BEGIN

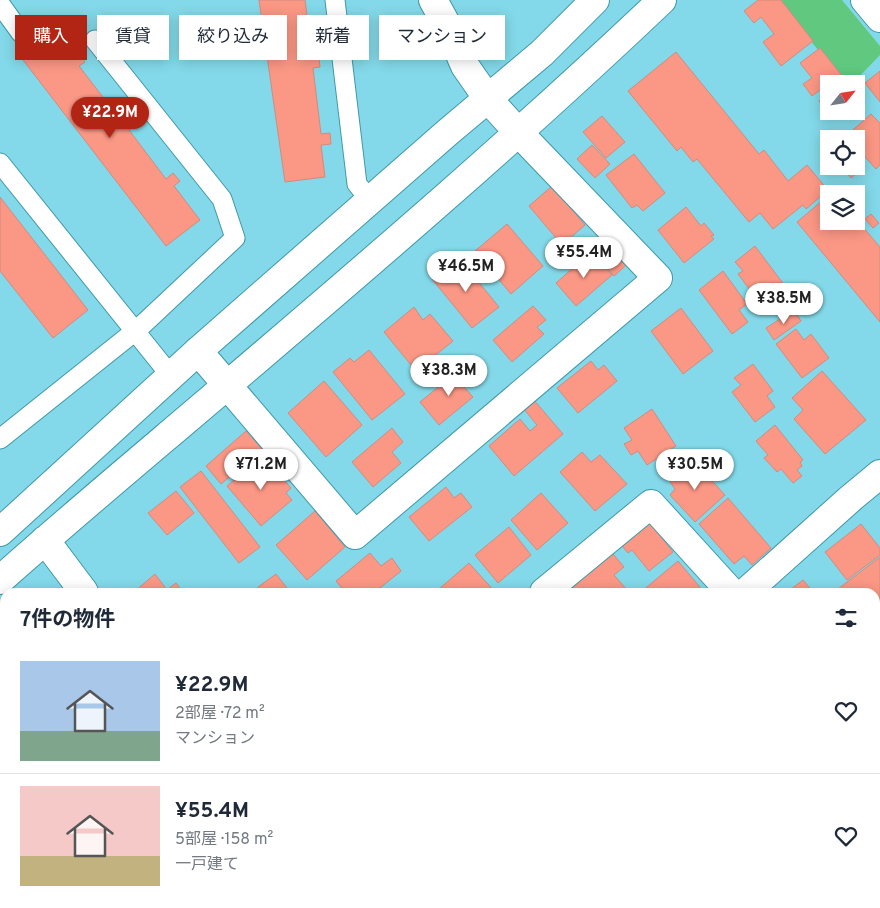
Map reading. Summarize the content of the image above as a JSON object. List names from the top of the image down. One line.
{"north":"top right","page":{"chip":["購入","賃貸","絞り込み","新着","マンション"],"price":["¥22.9M","¥55.4M","¥46.5M","¥38.5M","¥38.3M","¥71.2M","¥30.5M"],"heading":"7件の物件","list":[{"name":"¥22.9M","note":"2部屋 · 72 m² · マンション"},{"name":"¥55.4M","note":"5部屋 · 158 m² · 一戸建て"}]}}
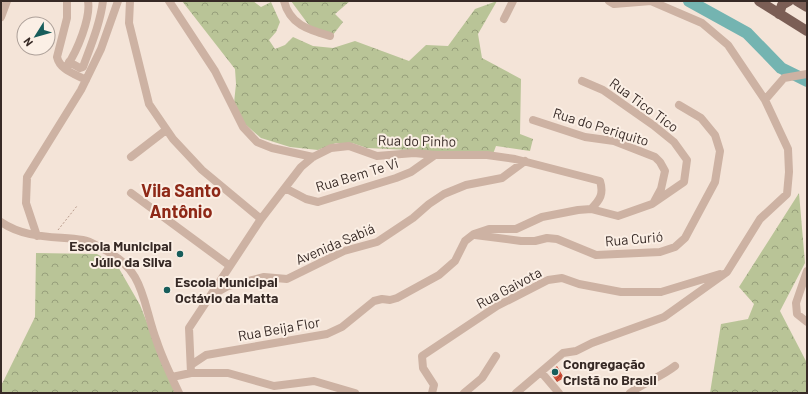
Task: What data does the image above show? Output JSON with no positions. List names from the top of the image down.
{
  "streets": {
    "street": [
      "Rua Tico Tico",
      "Rua do Periquito",
      "Rua do Pinho",
      "Rua Bem Te Vi",
      "Rua Curió",
      "Avenida Sabiá",
      "Rua Gaivota",
      "Rua Beija Flor"
    ]
  },
  "crossings": [
    ["Rua Tico Tico", "Rua do Periquito"],
    ["Rua do Pinho", "Rua Bem Te Vi"],
    ["Rua do Pinho", "Avenida Sabiá"],
    ["Rua do Pinho", "Rua Beija Flor"],
    ["Rua Curió", "Rua Beija Flor"]
  ],
  "districts": ["Vila Santo Antônio"],
  "places": ["Escola Municipal Júlio da Silva", "Escola Municipal Octávio da Matta", "Congregação Cristã no Brasil"],
  "north": "bottom left"
}
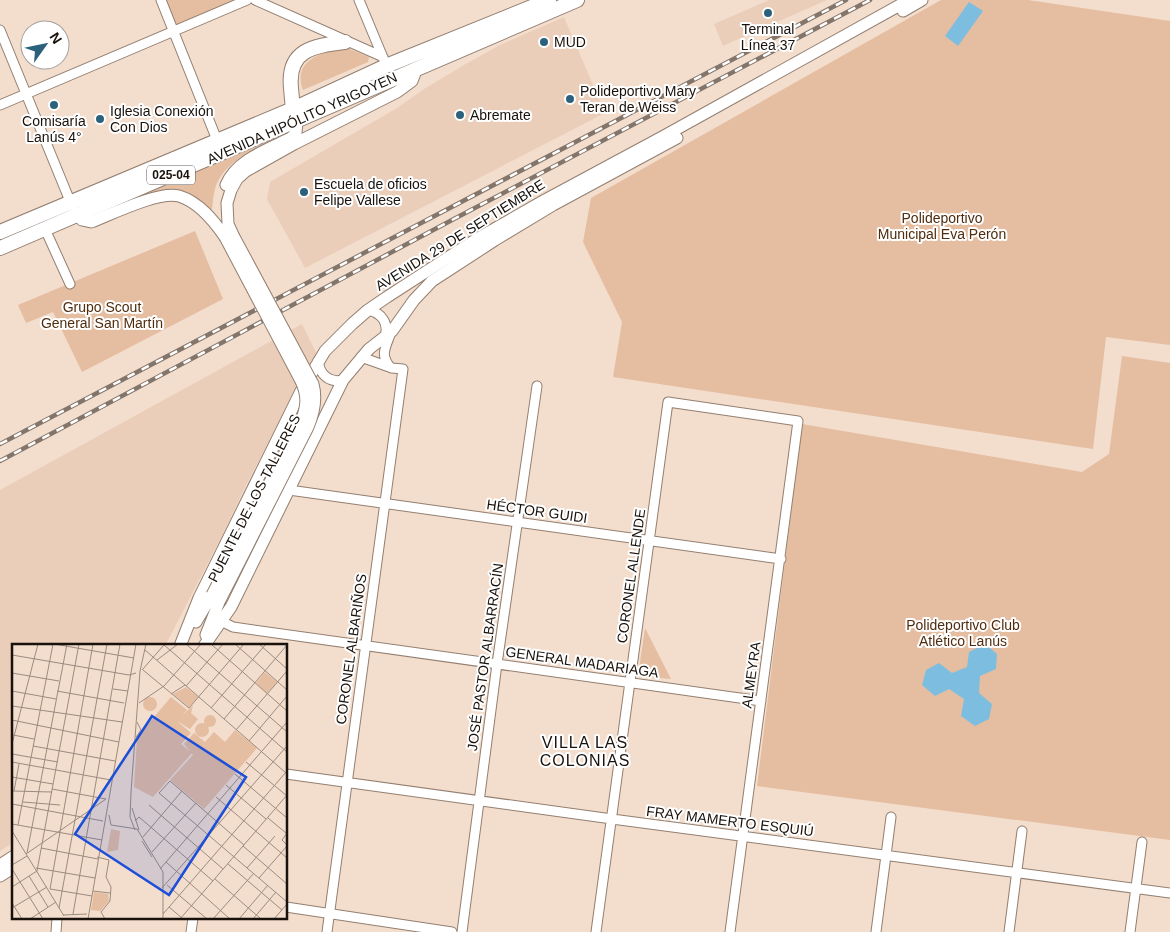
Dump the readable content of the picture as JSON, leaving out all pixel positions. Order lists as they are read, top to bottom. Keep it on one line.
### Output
{"streets":{"main road":["AVENIDA HIPÓLITO YRIGOYEN","025-04"],"street":["AVENIDA 29 DE SEPTIEMBRE","PUENTE DE LOS TALLERES","HÉCTOR GUIDI","CORONEL ALLENDE","CORONEL ALBARIÑOS","JOSÉ PASTOR ALBARRACÍN","GENERAL MADARIAGA","ALMEYRA","FRAY MAMERTO ESQUIÚ"]},"crossings":[["AVENIDA HIPÓLITO YRIGOYEN","PUENTE DE LOS TALLERES"],["AVENIDA 29 DE SEPTIEMBRE","HÉCTOR GUIDI"],["AVENIDA 29 DE SEPTIEMBRE","GENERAL MADARIAGA"],["HÉCTOR GUIDI","CORONEL ALLENDE"],["HÉCTOR GUIDI","CORONEL ALBARIÑOS"],["HÉCTOR GUIDI","JOSÉ PASTOR ALBARRACÍN"],["HÉCTOR GUIDI","ALMEYRA"],["CORONEL ALLENDE","GENERAL MADARIAGA"],["CORONEL ALLENDE","ALMEYRA"],["CORONEL ALLENDE","FRAY MAMERTO ESQUIÚ"],["CORONEL ALBARIÑOS","GENERAL MADARIAGA"],["CORONEL ALBARIÑOS","FRAY MAMERTO ESQUIÚ"],["JOSÉ PASTOR ALBARRACÍN","GENERAL MADARIAGA"],["JOSÉ PASTOR ALBARRACÍN","FRAY MAMERTO ESQUIÚ"],["GENERAL MADARIAGA","ALMEYRA"],["ALMEYRA","FRAY MAMERTO ESQUIÚ"]],"districts":["VILLA LAS COLONIAS"],"parks":["Polideportivo Municipal Eva Perón","Grupo Scout General San Martín","Polideportivo Club Atlético Lanús"],"places":["Terminal Línea 37","MUD","Polideportivo Mary Teran de Weiss","Comisaría Lanús 4°","Abremate","Iglesia Conexión Con Dios","Escuela de oficios Felipe Vallese"],"north":"top right"}
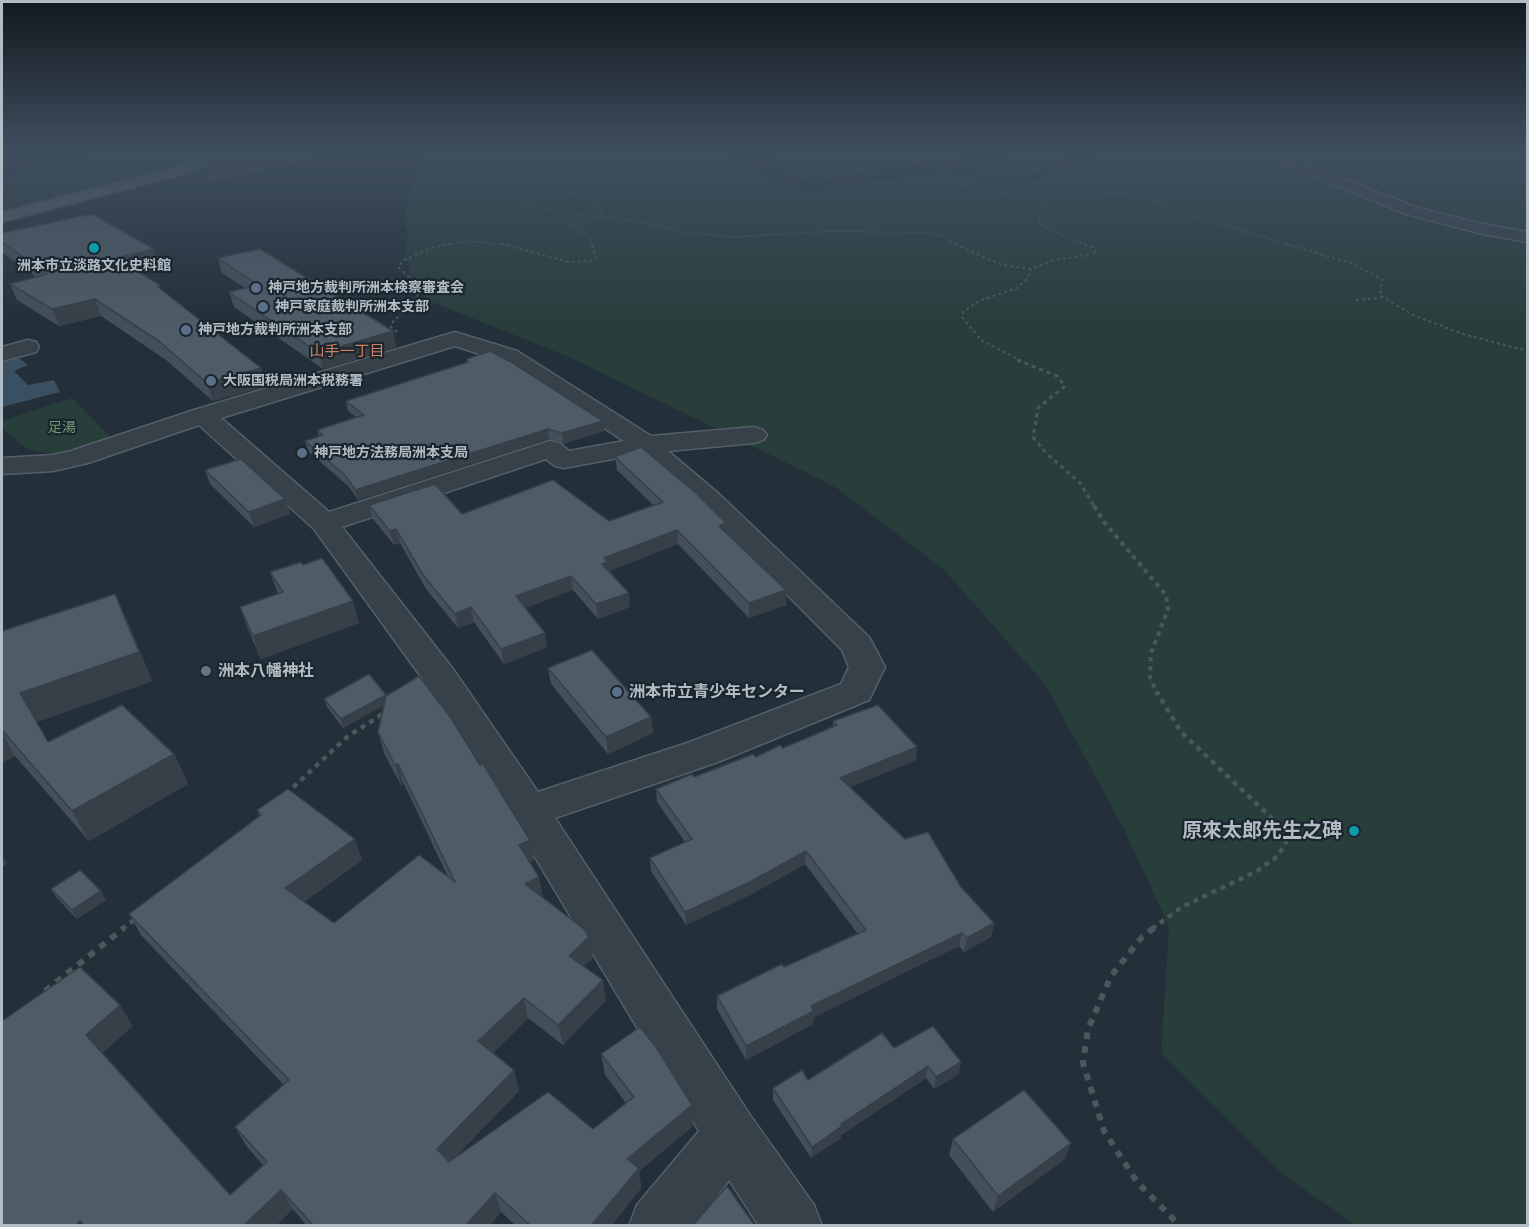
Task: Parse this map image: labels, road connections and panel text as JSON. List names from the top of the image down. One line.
{"districts":["山手一丁目"],"parks":["足湯"],"places":["洲本市立淡路文化史料館","神戸地方裁判所洲本検察審査会","神戸家庭裁判所洲本支部","神戸地方裁判所洲本支部","大阪国税局洲本税務署","神戸地方法務局洲本支局","洲本八幡神社","洲本市立青少年センター","原來太郎先生之碑"]}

END

:: Directions for this task ::
State how many lines of the data contain the word "above". Nothing besides the number belongs in the reply.

:: Answer space ::
2